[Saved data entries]
★ ★ ★

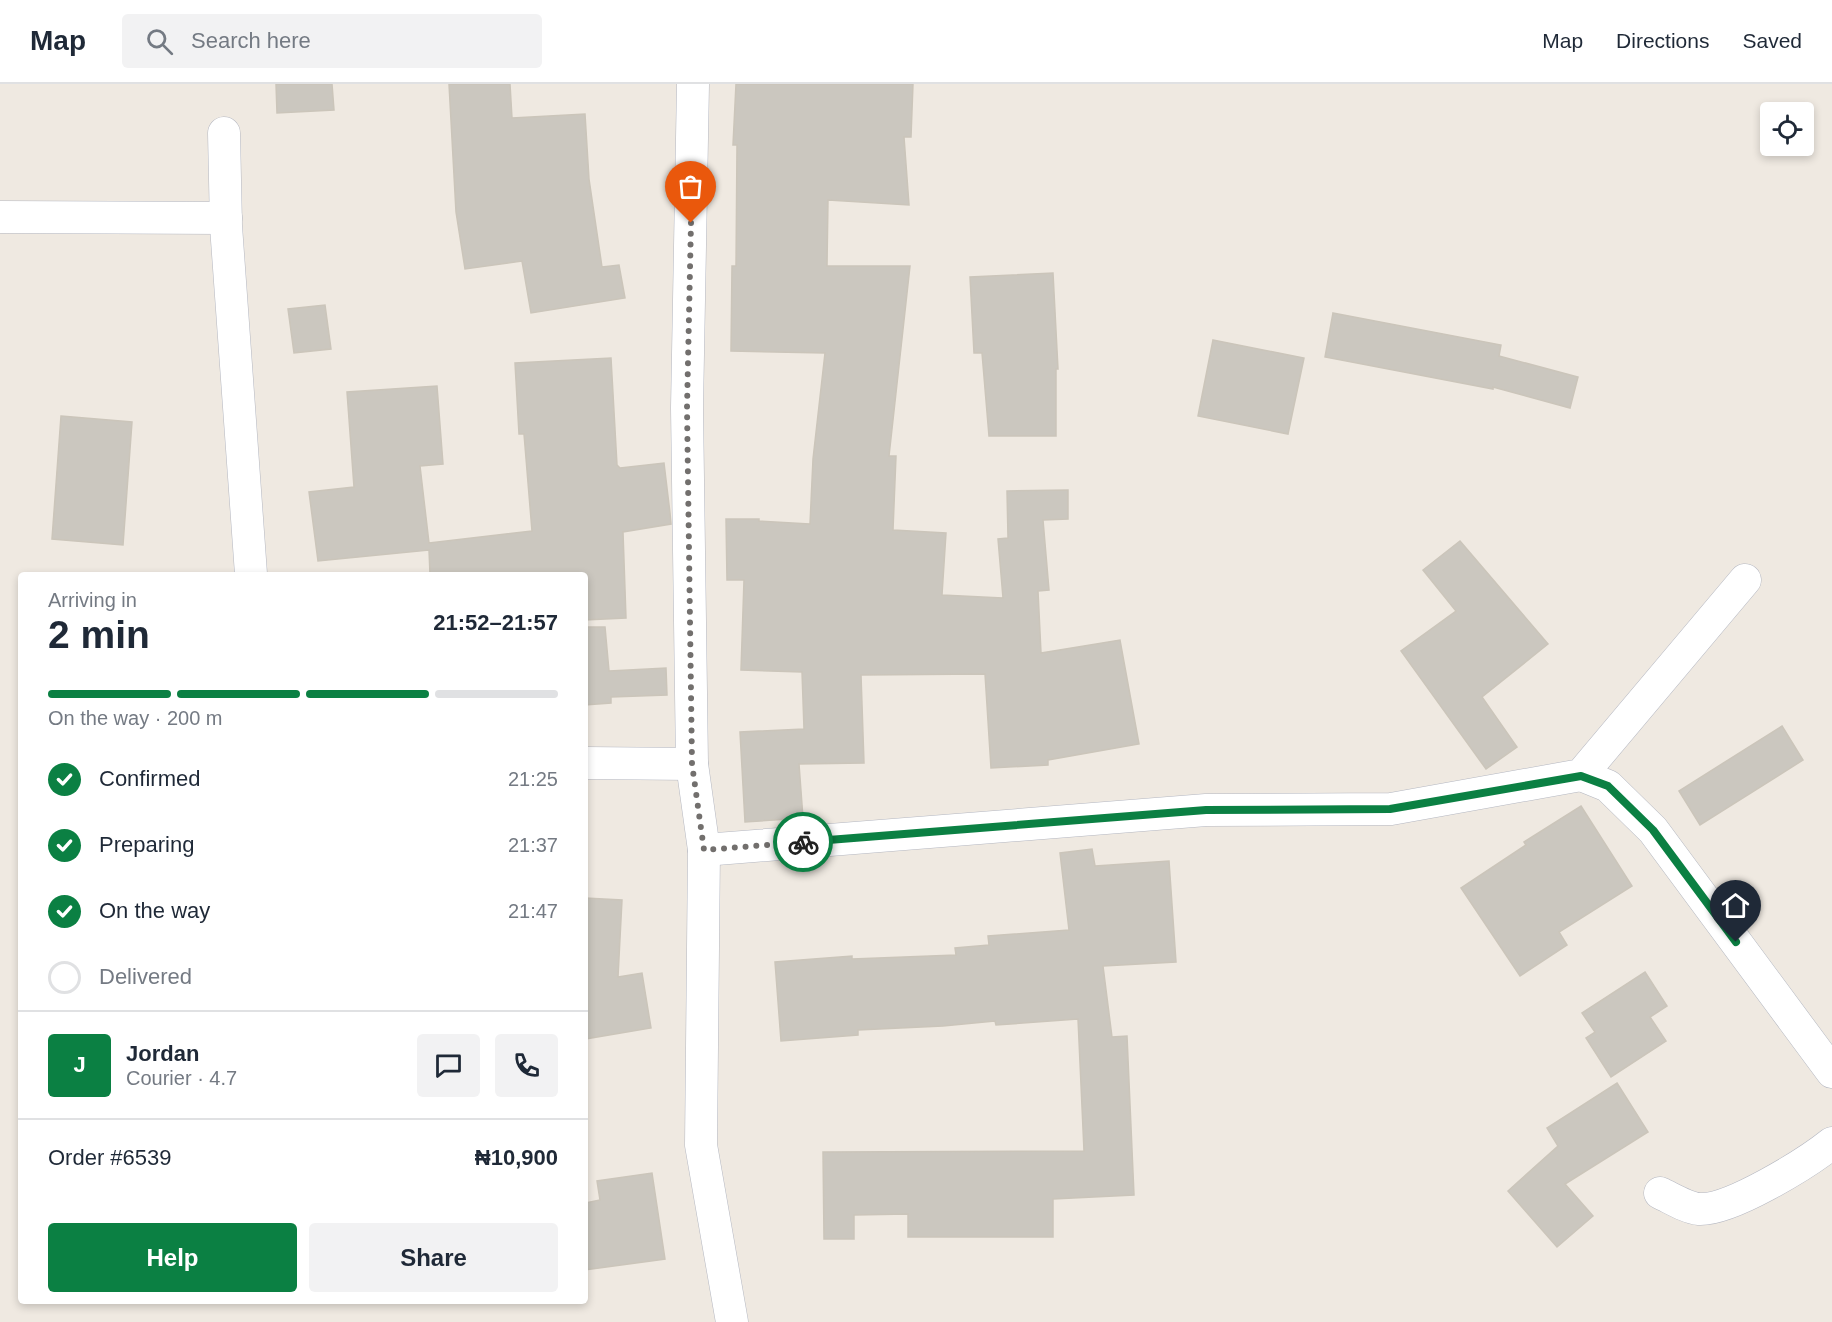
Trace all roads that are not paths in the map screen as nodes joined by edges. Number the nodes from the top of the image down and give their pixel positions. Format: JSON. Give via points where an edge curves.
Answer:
{"nodes":[{"id":1,"x":693,"y":84,"type":"edge"},
{"id":2,"x":224,"y":133,"type":"dead end"},
{"id":3,"x":0,"y":217,"type":"edge"},
{"id":4,"x":226,"y":218,"type":"junction"},
{"id":5,"x":251,"y":572,"type":"edge"},
{"id":6,"x":1745,"y":579,"type":"dead end"},
{"id":7,"x":588,"y":763,"type":"edge"},
{"id":8,"x":692,"y":764,"type":"junction"},
{"id":9,"x":1581,"y":776,"type":"junction"},
{"id":10,"x":704,"y":850,"type":"junction"},
{"id":11,"x":1832,"y":1072,"type":"edge"},
{"id":12,"x":1832,"y":1143,"type":"edge"},
{"id":13,"x":1660,"y":1193,"type":"dead end"},
{"id":14,"x":732,"y":1322,"type":"edge"}],
"edges":[{"from":1,"to":8,"type":"street","via":[[687,408]]},
{"from":2,"to":4,"type":"street"},
{"from":3,"to":4,"type":"street"},
{"from":4,"to":5,"type":"street"},
{"from":6,"to":9,"type":"street"},
{"from":7,"to":8,"type":"street"},
{"from":8,"to":10,"type":"street"},
{"from":9,"to":10,"type":"street","via":[[1390,809],[1206,810]]},
{"from":9,"to":11,"type":"street","via":[[1608,786],[1653,830]]},
{"from":10,"to":14,"type":"street","via":[[701,1145]]},
{"from":12,"to":13,"type":"street","via":[[1726,1204],[1698,1209]]}]}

★ ★ ★

▶ [What you are asked to do]
Return every entry of the data above verbatim, with no images included.

▶ [Output of the task]
Trace all roads that are not paths in the map screen as nodes joined by edges. Number the nodes from the top of the image down and give their pixel positions. Format: JSON. Give via points where an edge curves.
Answer:
{"nodes":[{"id":1,"x":693,"y":84,"type":"edge"},
{"id":2,"x":224,"y":133,"type":"dead end"},
{"id":3,"x":0,"y":217,"type":"edge"},
{"id":4,"x":226,"y":218,"type":"junction"},
{"id":5,"x":251,"y":572,"type":"edge"},
{"id":6,"x":1745,"y":579,"type":"dead end"},
{"id":7,"x":588,"y":763,"type":"edge"},
{"id":8,"x":692,"y":764,"type":"junction"},
{"id":9,"x":1581,"y":776,"type":"junction"},
{"id":10,"x":704,"y":850,"type":"junction"},
{"id":11,"x":1832,"y":1072,"type":"edge"},
{"id":12,"x":1832,"y":1143,"type":"edge"},
{"id":13,"x":1660,"y":1193,"type":"dead end"},
{"id":14,"x":732,"y":1322,"type":"edge"}],
"edges":[{"from":1,"to":8,"type":"street","via":[[687,408]]},
{"from":2,"to":4,"type":"street"},
{"from":3,"to":4,"type":"street"},
{"from":4,"to":5,"type":"street"},
{"from":6,"to":9,"type":"street"},
{"from":7,"to":8,"type":"street"},
{"from":8,"to":10,"type":"street"},
{"from":9,"to":10,"type":"street","via":[[1390,809],[1206,810]]},
{"from":9,"to":11,"type":"street","via":[[1608,786],[1653,830]]},
{"from":10,"to":14,"type":"street","via":[[701,1145]]},
{"from":12,"to":13,"type":"street","via":[[1726,1204],[1698,1209]]}]}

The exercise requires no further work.